**EXERCISE BRIEF:** Below are some records; state how many of their lines contain the word "graph", and add nothing.

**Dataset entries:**

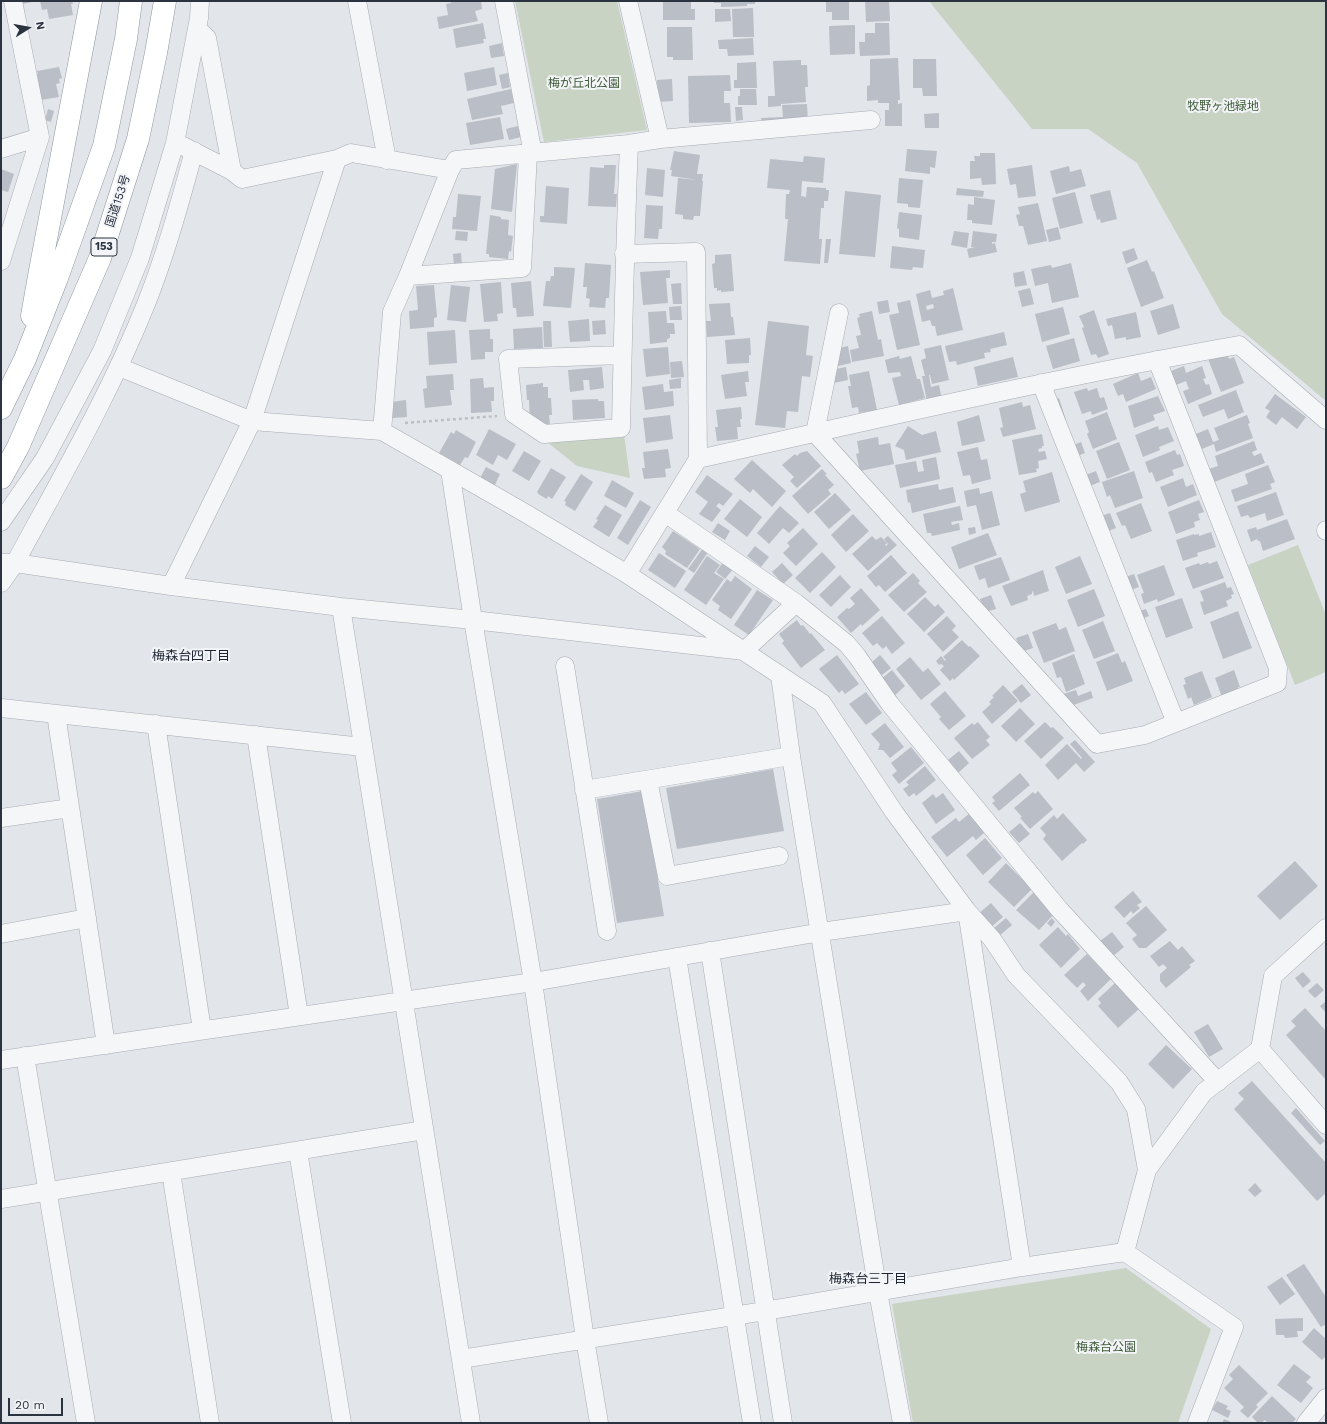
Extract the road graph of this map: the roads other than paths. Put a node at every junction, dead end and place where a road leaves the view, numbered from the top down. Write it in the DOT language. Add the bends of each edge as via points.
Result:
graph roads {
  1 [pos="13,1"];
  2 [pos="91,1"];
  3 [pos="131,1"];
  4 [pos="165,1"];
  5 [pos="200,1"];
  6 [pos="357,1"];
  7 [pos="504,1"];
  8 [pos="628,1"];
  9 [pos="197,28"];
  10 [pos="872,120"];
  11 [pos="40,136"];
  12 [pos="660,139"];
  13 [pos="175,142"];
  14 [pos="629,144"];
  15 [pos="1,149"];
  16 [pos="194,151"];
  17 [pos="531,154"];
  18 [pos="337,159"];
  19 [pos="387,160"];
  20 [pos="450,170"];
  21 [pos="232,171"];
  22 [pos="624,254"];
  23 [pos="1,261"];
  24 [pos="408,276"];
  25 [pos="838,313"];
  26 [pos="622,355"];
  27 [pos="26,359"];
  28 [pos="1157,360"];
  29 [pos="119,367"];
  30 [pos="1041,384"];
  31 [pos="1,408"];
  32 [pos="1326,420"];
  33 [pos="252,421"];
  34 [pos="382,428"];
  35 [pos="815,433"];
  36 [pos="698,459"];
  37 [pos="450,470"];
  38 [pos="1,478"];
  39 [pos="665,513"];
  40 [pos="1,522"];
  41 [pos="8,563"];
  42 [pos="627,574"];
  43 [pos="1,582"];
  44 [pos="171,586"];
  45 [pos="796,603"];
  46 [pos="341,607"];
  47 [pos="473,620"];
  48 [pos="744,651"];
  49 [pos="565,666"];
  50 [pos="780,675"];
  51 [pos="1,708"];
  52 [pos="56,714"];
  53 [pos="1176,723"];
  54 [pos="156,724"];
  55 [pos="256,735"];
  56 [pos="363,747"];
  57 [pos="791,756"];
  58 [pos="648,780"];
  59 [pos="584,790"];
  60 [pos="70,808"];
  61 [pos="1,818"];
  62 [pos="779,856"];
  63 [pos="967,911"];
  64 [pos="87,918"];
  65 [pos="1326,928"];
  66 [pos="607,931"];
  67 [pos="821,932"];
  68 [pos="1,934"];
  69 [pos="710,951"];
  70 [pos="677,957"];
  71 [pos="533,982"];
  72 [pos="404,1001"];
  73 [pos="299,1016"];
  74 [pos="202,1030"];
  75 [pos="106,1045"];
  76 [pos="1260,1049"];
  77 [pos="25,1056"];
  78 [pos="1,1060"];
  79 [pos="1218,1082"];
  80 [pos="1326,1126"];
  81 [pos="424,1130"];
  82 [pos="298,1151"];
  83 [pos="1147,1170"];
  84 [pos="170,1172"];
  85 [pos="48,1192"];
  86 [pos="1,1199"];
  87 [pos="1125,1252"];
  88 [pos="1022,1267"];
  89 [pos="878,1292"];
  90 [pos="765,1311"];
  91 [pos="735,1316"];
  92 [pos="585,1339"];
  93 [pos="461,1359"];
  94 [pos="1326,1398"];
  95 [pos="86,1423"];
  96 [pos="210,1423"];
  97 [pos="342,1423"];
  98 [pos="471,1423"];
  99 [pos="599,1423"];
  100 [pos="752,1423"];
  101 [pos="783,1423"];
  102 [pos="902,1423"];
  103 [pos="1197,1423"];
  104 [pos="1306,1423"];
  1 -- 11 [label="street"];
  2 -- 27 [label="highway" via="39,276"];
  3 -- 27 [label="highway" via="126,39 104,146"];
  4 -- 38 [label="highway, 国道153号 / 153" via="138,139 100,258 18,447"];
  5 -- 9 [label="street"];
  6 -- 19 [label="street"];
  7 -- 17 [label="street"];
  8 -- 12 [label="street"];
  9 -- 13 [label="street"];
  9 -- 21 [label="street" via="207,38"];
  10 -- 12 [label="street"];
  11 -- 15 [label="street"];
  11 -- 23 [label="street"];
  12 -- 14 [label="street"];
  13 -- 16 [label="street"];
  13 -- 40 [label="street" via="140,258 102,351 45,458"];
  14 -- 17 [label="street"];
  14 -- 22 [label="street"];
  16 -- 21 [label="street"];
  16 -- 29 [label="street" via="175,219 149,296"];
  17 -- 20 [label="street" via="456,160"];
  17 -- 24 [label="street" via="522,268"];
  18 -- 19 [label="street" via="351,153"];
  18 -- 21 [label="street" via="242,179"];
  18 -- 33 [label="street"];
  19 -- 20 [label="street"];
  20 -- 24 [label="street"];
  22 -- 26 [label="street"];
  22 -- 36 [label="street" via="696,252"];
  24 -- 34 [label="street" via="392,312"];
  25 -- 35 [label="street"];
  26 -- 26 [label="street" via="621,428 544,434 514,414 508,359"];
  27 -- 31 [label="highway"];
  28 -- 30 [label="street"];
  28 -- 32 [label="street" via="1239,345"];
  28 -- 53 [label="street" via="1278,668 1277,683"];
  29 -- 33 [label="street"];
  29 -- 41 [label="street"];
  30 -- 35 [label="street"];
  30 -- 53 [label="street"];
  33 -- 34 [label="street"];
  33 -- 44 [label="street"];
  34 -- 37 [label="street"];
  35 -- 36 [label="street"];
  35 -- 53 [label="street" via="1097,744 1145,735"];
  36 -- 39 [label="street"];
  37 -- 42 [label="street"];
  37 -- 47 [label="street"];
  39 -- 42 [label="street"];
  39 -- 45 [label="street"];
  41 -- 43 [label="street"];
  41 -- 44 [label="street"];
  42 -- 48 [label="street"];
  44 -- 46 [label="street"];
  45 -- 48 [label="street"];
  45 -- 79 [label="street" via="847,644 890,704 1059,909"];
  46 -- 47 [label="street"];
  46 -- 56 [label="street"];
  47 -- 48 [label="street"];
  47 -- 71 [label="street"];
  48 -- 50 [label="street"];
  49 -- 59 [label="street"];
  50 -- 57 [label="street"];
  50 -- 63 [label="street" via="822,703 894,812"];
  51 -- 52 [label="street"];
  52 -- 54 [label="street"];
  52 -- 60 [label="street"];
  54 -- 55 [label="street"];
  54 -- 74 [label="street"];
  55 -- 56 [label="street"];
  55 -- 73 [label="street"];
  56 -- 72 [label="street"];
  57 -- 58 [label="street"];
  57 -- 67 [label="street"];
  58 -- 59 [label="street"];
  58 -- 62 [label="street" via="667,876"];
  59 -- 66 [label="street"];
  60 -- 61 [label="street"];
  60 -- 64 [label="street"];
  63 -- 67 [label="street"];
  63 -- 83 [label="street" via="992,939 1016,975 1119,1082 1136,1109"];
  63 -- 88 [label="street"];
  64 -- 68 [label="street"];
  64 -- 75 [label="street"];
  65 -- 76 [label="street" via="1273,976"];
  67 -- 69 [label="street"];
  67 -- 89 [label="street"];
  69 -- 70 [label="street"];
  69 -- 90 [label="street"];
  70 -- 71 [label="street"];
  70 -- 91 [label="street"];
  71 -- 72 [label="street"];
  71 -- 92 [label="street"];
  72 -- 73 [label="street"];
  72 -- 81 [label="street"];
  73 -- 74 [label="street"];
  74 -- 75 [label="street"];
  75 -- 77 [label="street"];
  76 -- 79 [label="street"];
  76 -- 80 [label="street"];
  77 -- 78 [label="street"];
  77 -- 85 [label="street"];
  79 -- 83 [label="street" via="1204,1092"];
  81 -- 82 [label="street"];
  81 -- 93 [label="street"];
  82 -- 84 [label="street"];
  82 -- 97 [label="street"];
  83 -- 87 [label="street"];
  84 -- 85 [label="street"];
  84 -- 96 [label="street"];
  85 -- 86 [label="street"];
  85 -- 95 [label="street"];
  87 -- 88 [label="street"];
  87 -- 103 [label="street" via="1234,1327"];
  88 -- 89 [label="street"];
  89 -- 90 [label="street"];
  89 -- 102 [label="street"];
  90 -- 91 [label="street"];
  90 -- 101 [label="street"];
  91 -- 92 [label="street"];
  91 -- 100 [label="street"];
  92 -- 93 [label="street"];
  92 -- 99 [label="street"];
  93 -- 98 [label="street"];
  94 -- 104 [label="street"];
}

**OUTPUT FOR THIS TASK:** 2